Employers that don’t immediately address allegations of sexual harassment—and stop it—will have a hard time defending themselves in court. Simply ignoring the complaint or telling the employee to take care of it herself is a recipe for disaster.
The harassed employee can quit, claiming constructive discharge—that the harassment was so severe, she had no choice but to resign.
Recent case: Unme worked as a prep cook at a café on a college campus. She quit her job after reporting a series of sexual assaults. She sued, alleging sexual harassment, sex discrimination and retaliation and claiming constructive discharge.
She told the court that she had complained to managers about the incidents. For example, she alleged that one co-worker grabbed her in the crotch while she was working and that another touched her bare legs when she came to work wearing shorts.
When she first complained, managers said they would speak with her co-workers. Nothing changed and she complained again. Still no change, except that her supervisor stopped speaking to her at all. That’s when she quit.

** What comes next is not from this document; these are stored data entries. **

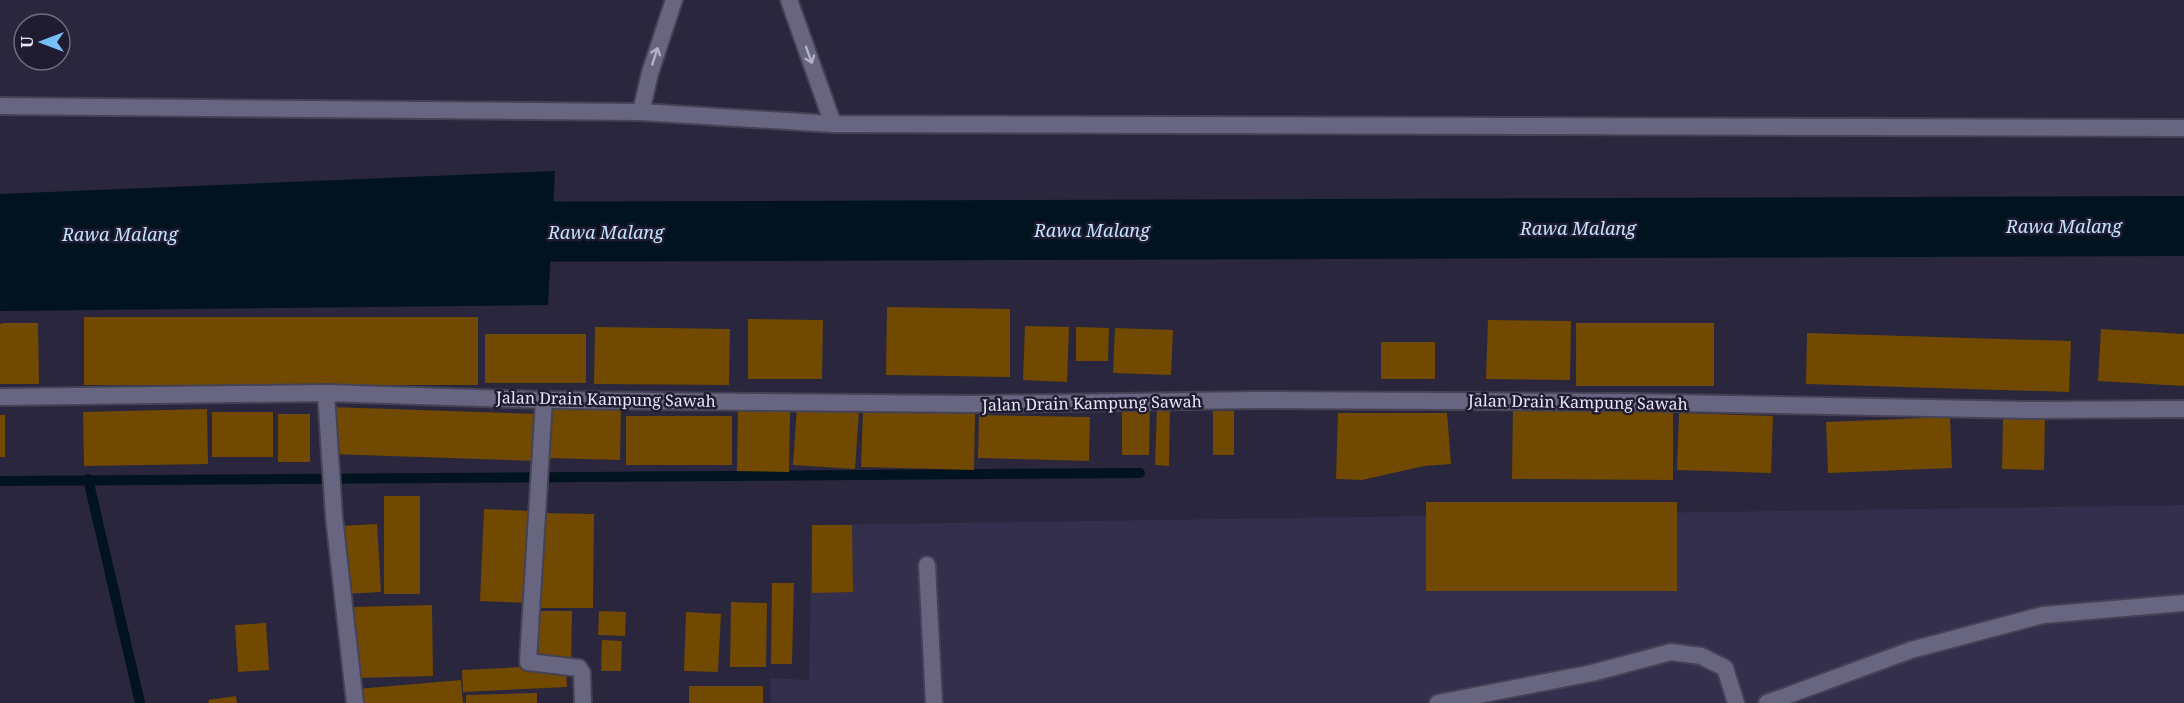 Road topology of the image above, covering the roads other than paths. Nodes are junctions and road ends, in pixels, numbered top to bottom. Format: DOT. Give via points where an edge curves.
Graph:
graph roads {
  1 [pos="674,0"];
  2 [pos="789,0"];
  3 [pos="0,106"];
  4 [pos="641,112"];
  5 [pos="833,124"];
  6 [pos="2184,128"];
  7 [pos="326,393"];
  8 [pos="0,397"];
  9 [pos="544,400"];
  10 [pos="2184,409"];
  11 [pos="927,565"];
  12 [pos="2184,603"];
  13 [pos="355,703"];
  14 [pos="583,703"];
  15 [pos="934,703"];
  16 [pos="1438,703"];
  17 [pos="1737,703"];
  18 [pos="1767,703"];
  4 -- 1 [label="street, one-way"];
  2 -- 5 [label="street, one-way"];
  3 -- 4 [label="street"];
  4 -- 5 [label="street"];
  5 -- 6 [label="street"];
  7 -- 8 [label="street, Jalan Drain Kampung Sawah"];
  7 -- 9 [label="street, Jalan Drain Kampung Sawah"];
  7 -- 13 [label="street" via="334,517"];
  9 -- 10 [label="street, Jalan Drain Kampung Sawah" via="972,405 1316,400"];
  9 -- 14 [label="street" via="528,662 579,668"];
  11 -- 15 [label="street"];
  12 -- 18 [label="street" via="2043,615 1911,650"];
  16 -- 17 [label="street" via="1592,673 1671,652 1701,656 1725,668"];
} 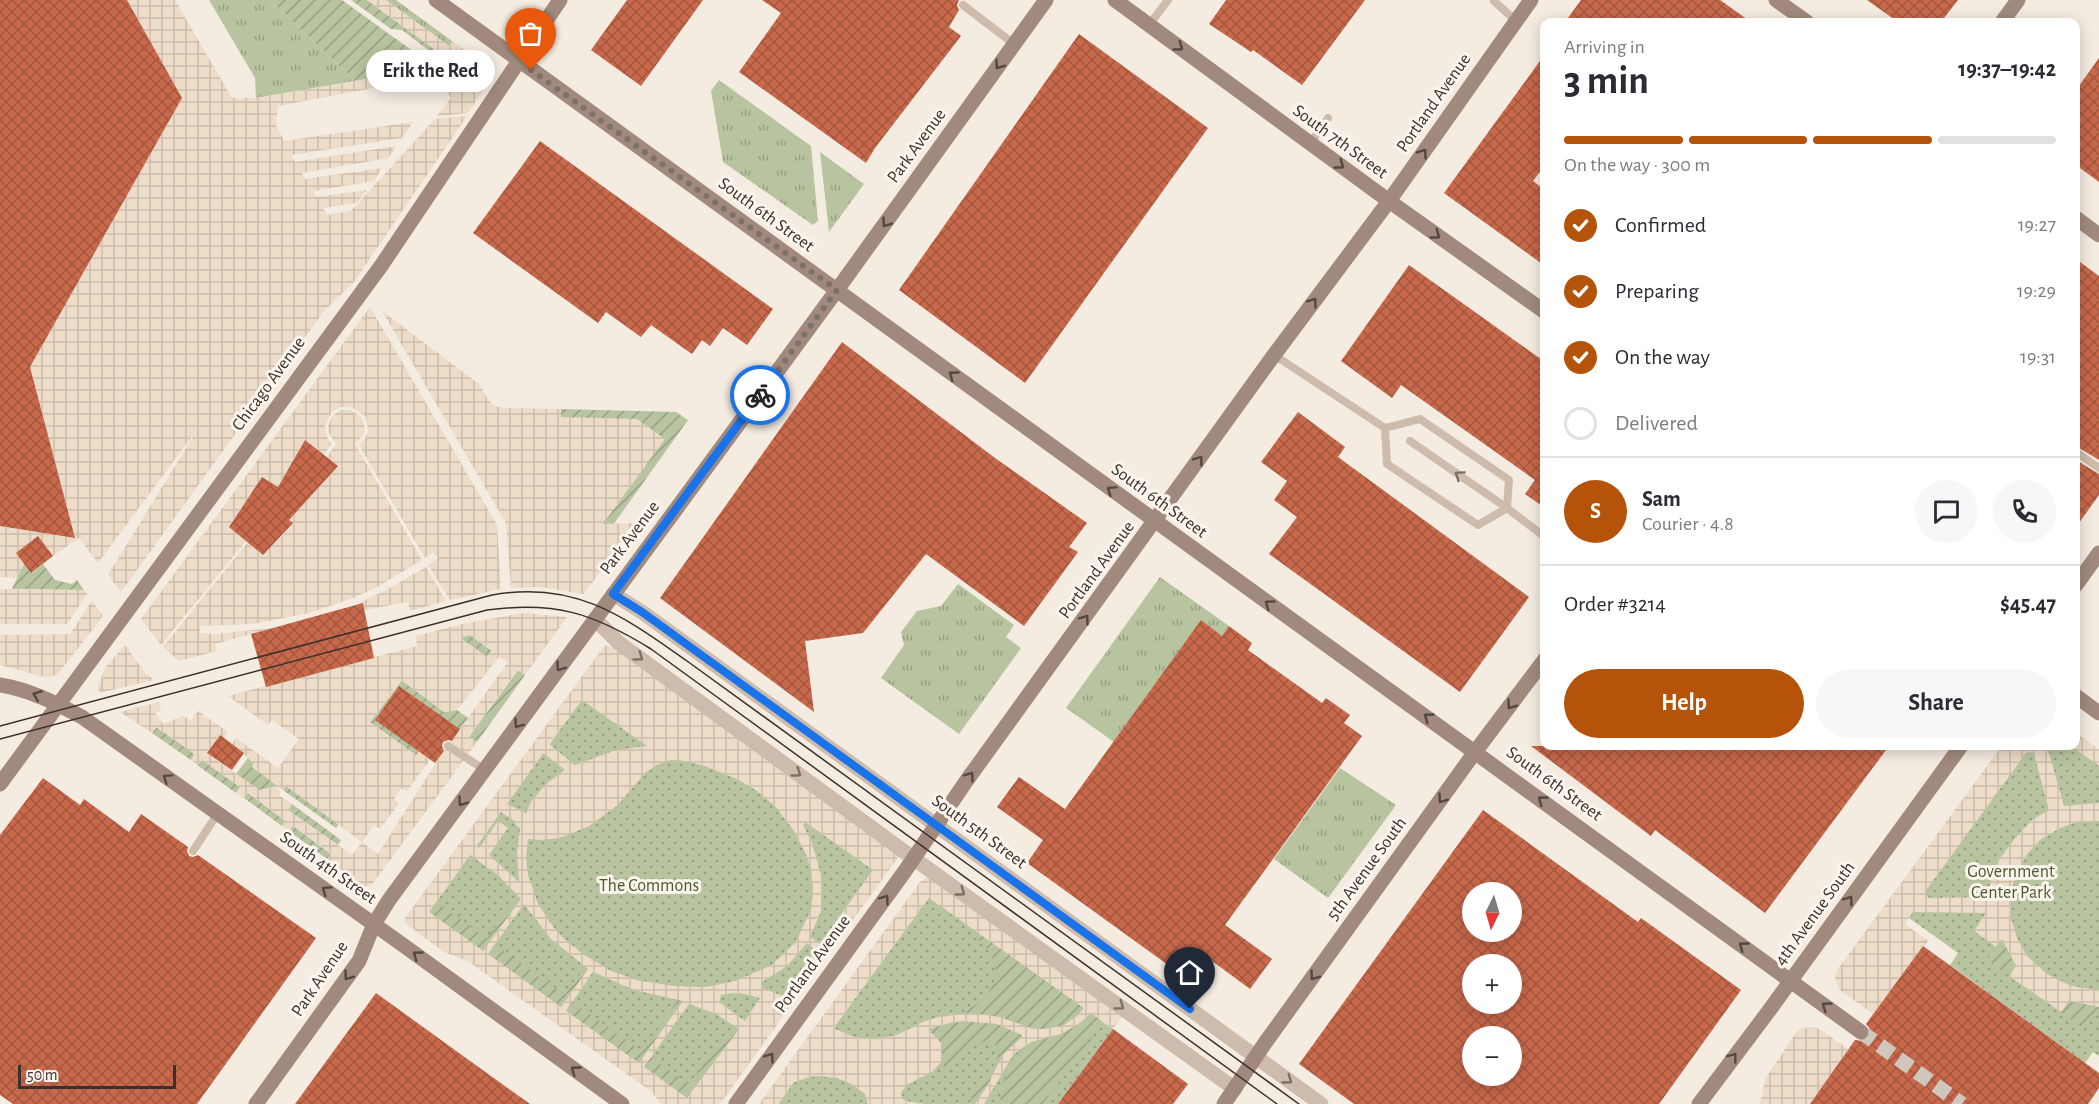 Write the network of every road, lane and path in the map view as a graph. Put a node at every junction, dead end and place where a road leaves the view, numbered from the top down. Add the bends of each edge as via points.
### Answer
1 (436, 0) edge
2 (560, 0) edge
3 (1046, 0) edge
4 (1115, 0) edge
5 (1168, 0) edge
6 (1531, 0) edge
7 (1776, 0) edge
8 (2018, 0) edge
9 (1494, 1) edge
10 (963, 5) dead end
11 (1801, 18) edge
12 (2005, 18) edge
13 (1516, 21) junction
14 (1149, 25) junction
15 (1014, 44) junction
16 (518, 60) junction
17 (1328, 118) dead end
18 (1310, 144) junction
19 (1389, 201) junction
20 (2080, 221) edge
21 (2099, 235) edge
22 (837, 290) junction
23 (1540, 308) edge
24 (1274, 355) junction
25 (1385, 428) junction
26 (1410, 441) dead end
27 (2080, 455) edge
28 (2099, 468) edge
29 (1508, 508) junction
30 (1155, 522) junction
31 (1540, 533) edge
32 (2099, 553) edge
33 (2080, 579) edge
34 (613, 594) junction
35 (595, 619) junction
36 (1540, 666) edge
37 (0, 685) edge
38 (2080, 699) edge
39 (58, 704) junction
40 (2099, 713) edge
41 (448, 746) dead end
42 (1958, 750) edge
43 (1475, 752) junction
44 (484, 770) junction
45 (0, 784) edge
46 (218, 813) junction
47 (937, 824) junction
48 (193, 851) dead end
49 (914, 858) junction
50 (374, 924) junction
51 (1791, 981) junction
52 (1861, 1032) tunnel mouth
53 (1256, 1057) junction
54 (1235, 1089) junction
55 (256, 1104) edge
56 (622, 1104) edge
57 (736, 1104) edge
58 (1224, 1104) edge
59 (1321, 1104) edge
60 (1699, 1104) edge

1 - 16 main road, South 6th Street
2 - 16 main road, Chicago Avenue
3 - 15 main road, Park Avenue
4 - 14 main road, South 7th Street
5 - 14 lane
6 - 13 main road, Portland Avenue
7 - 11 main road
8 - 12 main road
9 - 13 lane
10 - 15 lane
19 -> 13 main road, Portland Avenue
14 -> 18 main road, South 7th Street
15 -> 22 main road, Park Avenue
16 - 22 main road, South 6th Street
16 - 39 main road, Chicago Avenue via 381,266
17 - 18 lane
18 -> 19 main road, South 7th Street
19 -> 23 main road, South 7th Street
24 -> 19 main road, Portland Avenue
20 - 21 main road
30 -> 22 main road, South 6th Street
22 - 34 main road, Park Avenue
24 - 25 lane
30 -> 24 main road, Portland Avenue
25 - 29 lane via 1420,420 1509,480
25 - 29 lane via 1387,464 1478,525
29 -> 26 lane
27 - 28 lane
29 - 31 lane
43 -> 30 main road, South 6th Street
47 -> 30 main road, Portland Avenue
32 - 33 main road
34 - 35 main road, Park Avenue
34 - 47 street, South 5th Street
35 -> 44 main road, Park Avenue
35 -> 49 street via 619,643
36 -> 43 main road, 5th Avenue South
39 -> 37 main road, South 4th Street via 25,690
38 - 40 main road
39 - 45 main road, Chicago Avenue
46 -> 39 main road, South 4th Street
41 - 44 lane
51 -> 42 main road, 4th Avenue South
51 -> 43 main road, South 6th Street
43 -> 53 main road, 5th Avenue South
44 -> 50 main road, Park Avenue
46 - 48 lane
50 -> 46 main road, South 4th Street
47 - 49 main road, Portland Avenue
47 - 53 street, South 5th Street
49 -> 54 street
57 -> 49 main road, Portland Avenue
50 -> 55 main road, Park Avenue via 359,961
56 -> 50 main road, South 4th Street
52 -> 51 main road, South 6th Street
60 -> 51 main road, 4th Avenue South
53 - 54 main road, 5th Avenue South
53 -> 59 street, South 5th Street
54 - 58 main road, 5th Avenue South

The café argued that the conduct she endured wasn’t sexual harassment and that it had responded by talking to her co-workers.
But the court said Unme had enough evidence to take her claim to trial. It concluded that, if proven, the behavior was sexual harassment and her supervisor’s refusal to speak to her could be retaliation. (Rosh v. The Gold Standard Café at Penn, No. 16-1676, ED PA, 2016)
Final note: Avoid liability by responding promptly to sexual harassment complaints. Simply telling the employee to handle it isn’t enough—nor is telling co-workers to stop. You must follow up to verify the conduct ceased. You must discipline co-workers for their misconduct. New EEOC guidance provides examples of appropriate action.